BEGIN Records
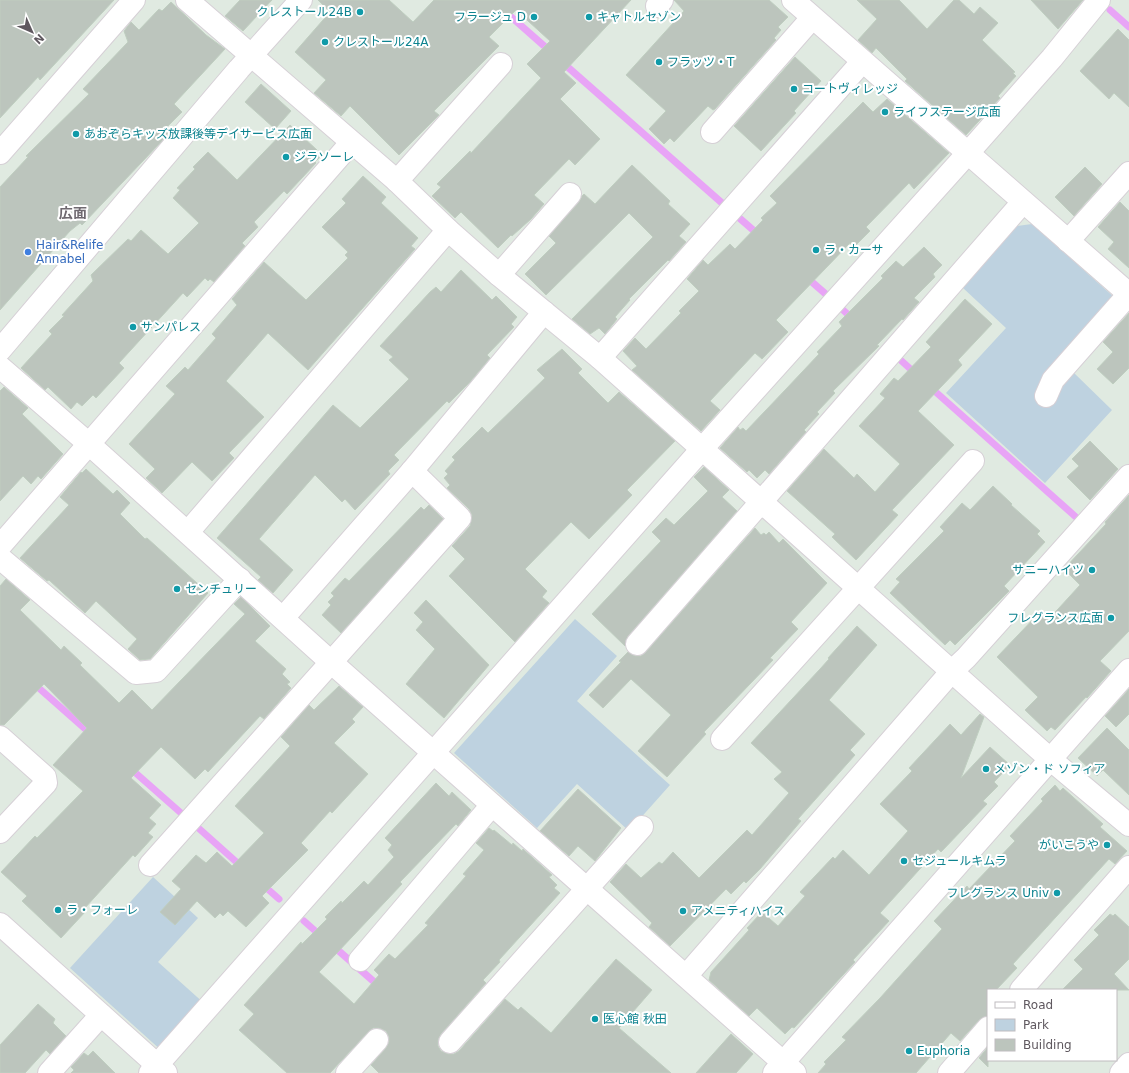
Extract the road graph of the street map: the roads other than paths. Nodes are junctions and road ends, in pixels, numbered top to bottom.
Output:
1 (134, 0) edge
2 (187, 0) edge
3 (301, 0) edge
4 (793, 0) edge
5 (1099, 0) edge
6 (812, 18) junction
7 (250, 56) junction
8 (862, 62) junction
9 (501, 64) dead end
10 (712, 132) dead end
11 (352, 142) junction
12 (0, 153) edge
13 (968, 154) junction
14 (1129, 173) edge
15 (397, 181) junction
16 (570, 194) dead end
17 (1023, 202) junction
18 (448, 230) junction
19 (1068, 241) junction
20 (499, 274) junction
21 (1128, 290) edge
22 (544, 312) junction
23 (0, 350) edge
24 (600, 358) junction
25 (0, 367) edge
26 (1046, 396) dead end
27 (89, 444) junction
28 (701, 450) junction
29 (973, 461) dead end
30 (412, 471) junction
31 (1129, 476) edge
32 (760, 502) junction
33 (188, 532) junction
34 (0, 546) edge
35 (0, 558) edge
36 (240, 579) junction
37 (858, 588) junction
38 (283, 618) junction
39 (637, 644) dead end
40 (332, 663) junction
41 (1129, 670) edge
42 (952, 671) junction
43 (0, 737) edge
44 (722, 740) dead end
45 (434, 754) junction
46 (1050, 758) junction
47 (492, 805) junction
48 (1129, 825) edge
49 (642, 827) dead end
50 (0, 832) edge
51 (150, 865) dead end
52 (1129, 867) edge
53 (588, 887) junction
54 (0, 924) edge
55 (360, 960) dead end
56 (686, 976) junction
57 (1022, 989) edge
58 (101, 1015) junction
59 (987, 1029) edge
60 (377, 1040) dead end
61 (450, 1042) dead end
62 (1129, 1064) edge
63 (784, 1069) edge
64 (158, 1070) edge
65 (49, 1073) edge
66 (347, 1073) edge
67 (949, 1073) edge
68 (1121, 1073) edge

1 - 12 street
2 - 7 street
3 - 7 street
4 - 6 street
5 - 13 street
6 - 8 street
6 - 10 street
7 - 11 street
7 - 23 street
8 - 13 street
8 - 24 street
9 - 15 street
11 - 15 street
11 - 27 street
13 - 17 street
13 - 28 street
14 - 19 street
15 - 18 street
16 - 20 street
17 - 19 street
17 - 32 street
18 - 20 street
18 - 33 street
19 - 21 street
20 - 22 street
21 - 26 street
22 - 24 street
22 - 30 street
24 - 28 street
25 - 27 street
27 - 33 street
27 - 34 street
28 - 32 street
28 - 45 street
29 - 37 street
30 - 38 street
30 - 40 street
31 - 42 street
32 - 37 street
32 - 39 street
33 - 36 street
35 - 36 street
36 - 38 street
37 - 42 street
37 - 44 street
38 - 40 street
40 - 45 street
40 - 51 street
41 - 46 street
42 - 46 street
42 - 56 street
43 - 50 street
45 - 47 street
45 - 64 street
46 - 48 street
46 - 63 street
47 - 53 street
47 - 55 street
49 - 53 street
52 - 57 street
53 - 56 street
53 - 61 street
54 - 58 street
56 - 63 street
58 - 64 street
58 - 65 street
59 - 67 street
60 - 66 street
62 - 68 street

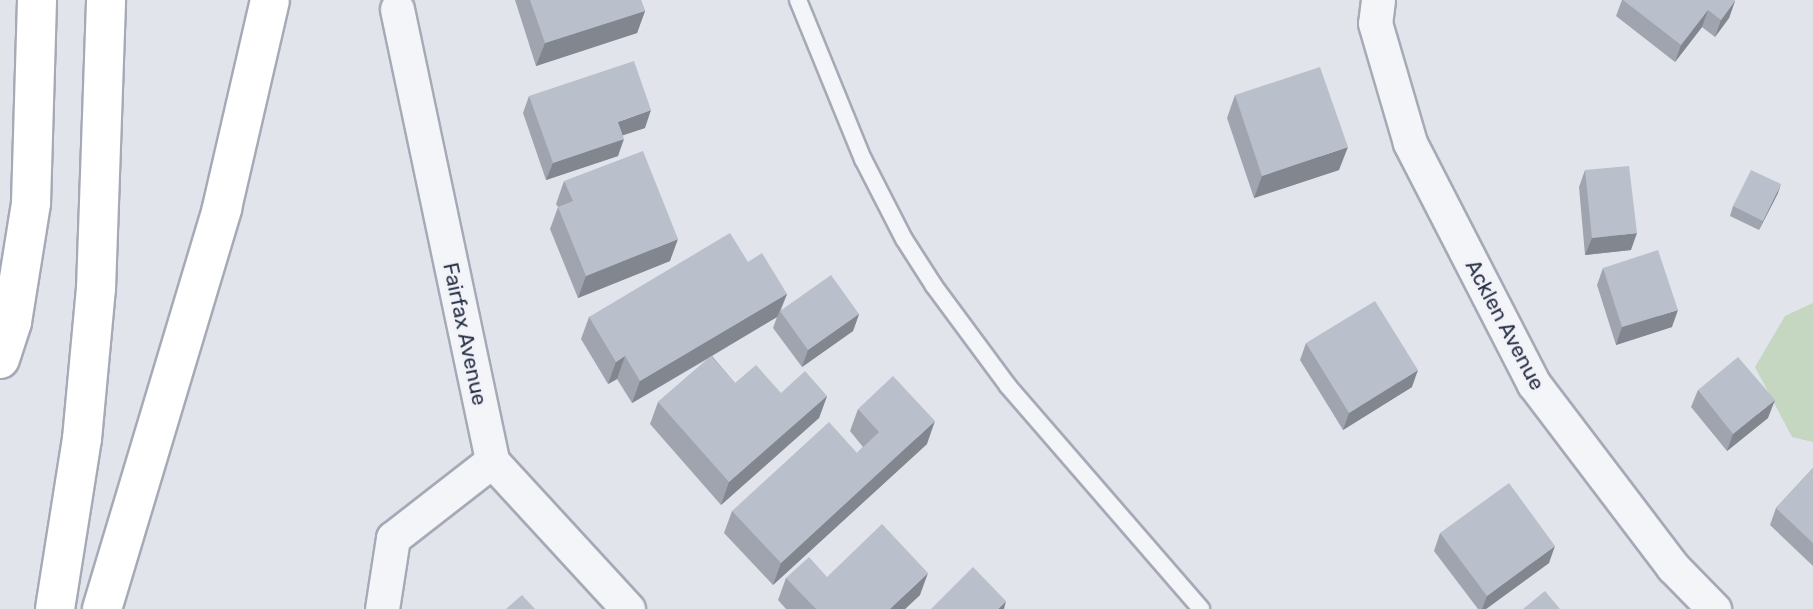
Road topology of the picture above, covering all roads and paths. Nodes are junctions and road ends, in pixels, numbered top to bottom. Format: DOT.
graph roads {
  1 [pos="37,0"];
  2 [pos="106,0"];
  3 [pos="270,0"];
  4 [pos="798,0"];
  5 [pos="1378,0"];
  6 [pos="404,5"];
  7 [pos="0,359"];
  8 [pos="492,461"];
  9 [pos="55,609"];
  10 [pos="102,609"];
  11 [pos="383,609"];
  12 [pos="628,609"];
  13 [pos="1201,609"];
  14 [pos="1714,609"];
  1 -- 7 [label="highway"];
  2 -- 9 [label="highway"];
  3 -- 10 [label="highway"];
  4 -- 13 [label="lane"];
  5 -- 14 [label="street, Acklen Avenue"];
  6 -- 8 [label="street, Fairfax Avenue"];
  8 -- 11 [label="street"];
  8 -- 12 [label="street"];
}
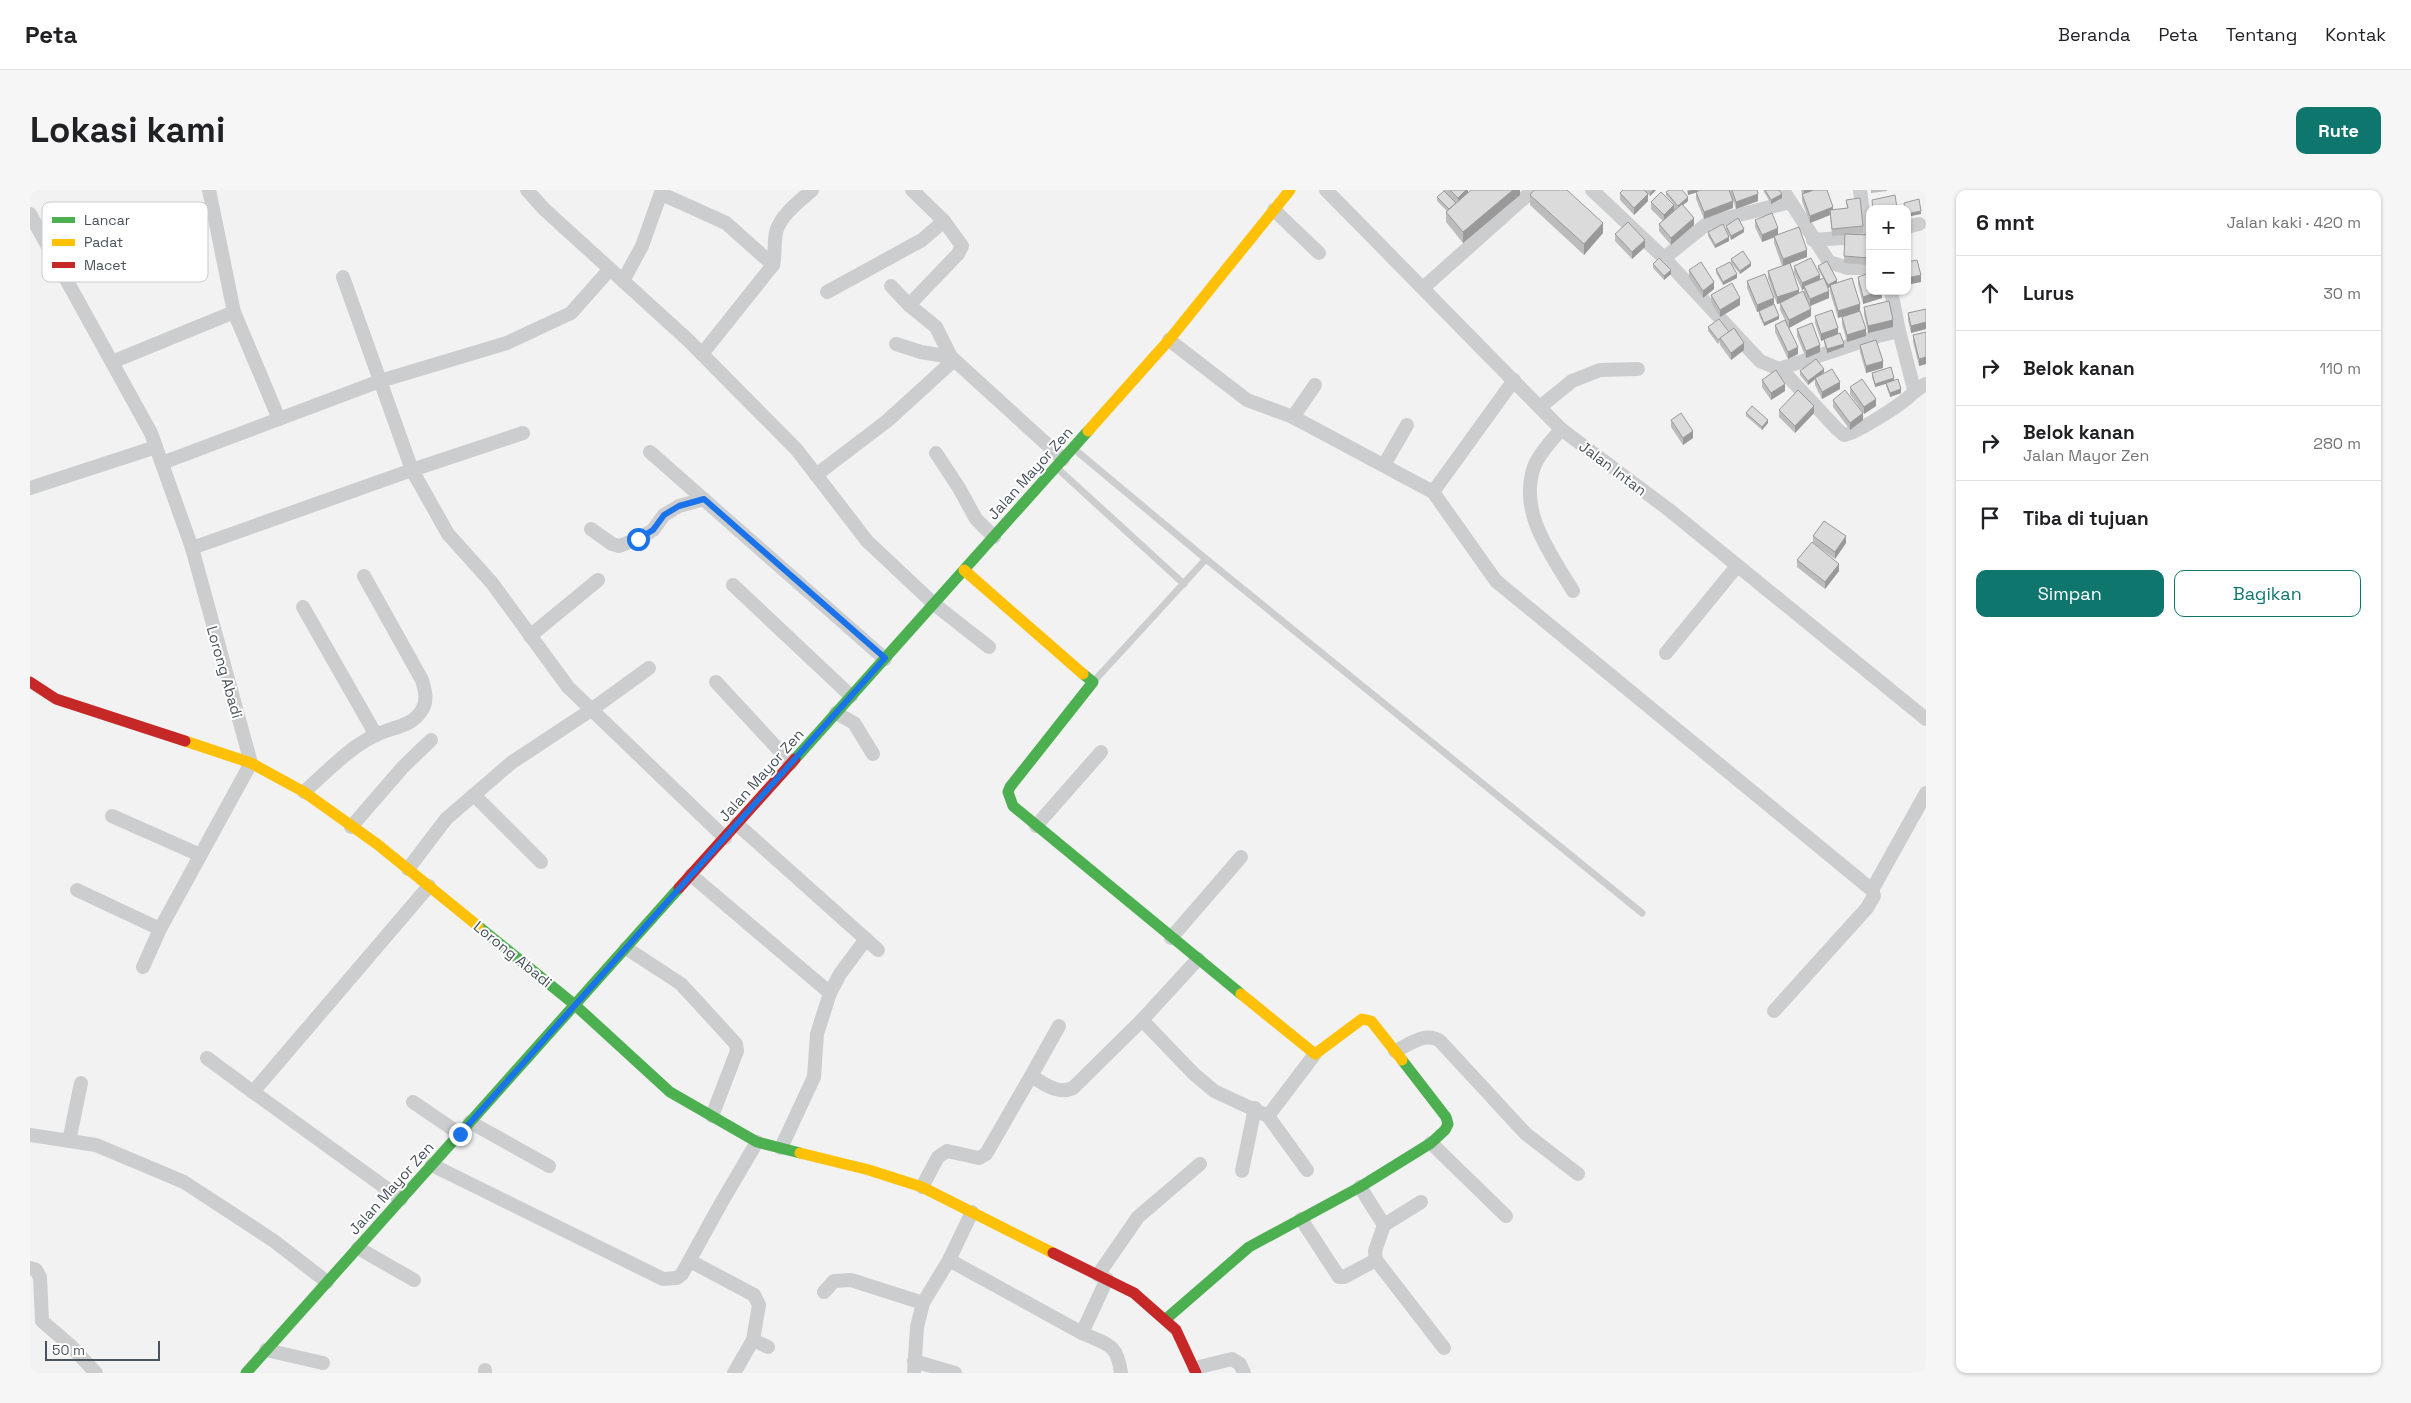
END Records
Exercise description:
In the entries above, identify every line with the word "pixels". Copy those lines.

Output:
Extract the road graph of the street map: the roads other than paths. Nodes are junctions and road ends, in pixels, numbered top to bottom.
Road topology of the picture above, covering all roads and paths. Nodes are junctions and road ends, in pixels, numbered top to bottom. Format: DOT.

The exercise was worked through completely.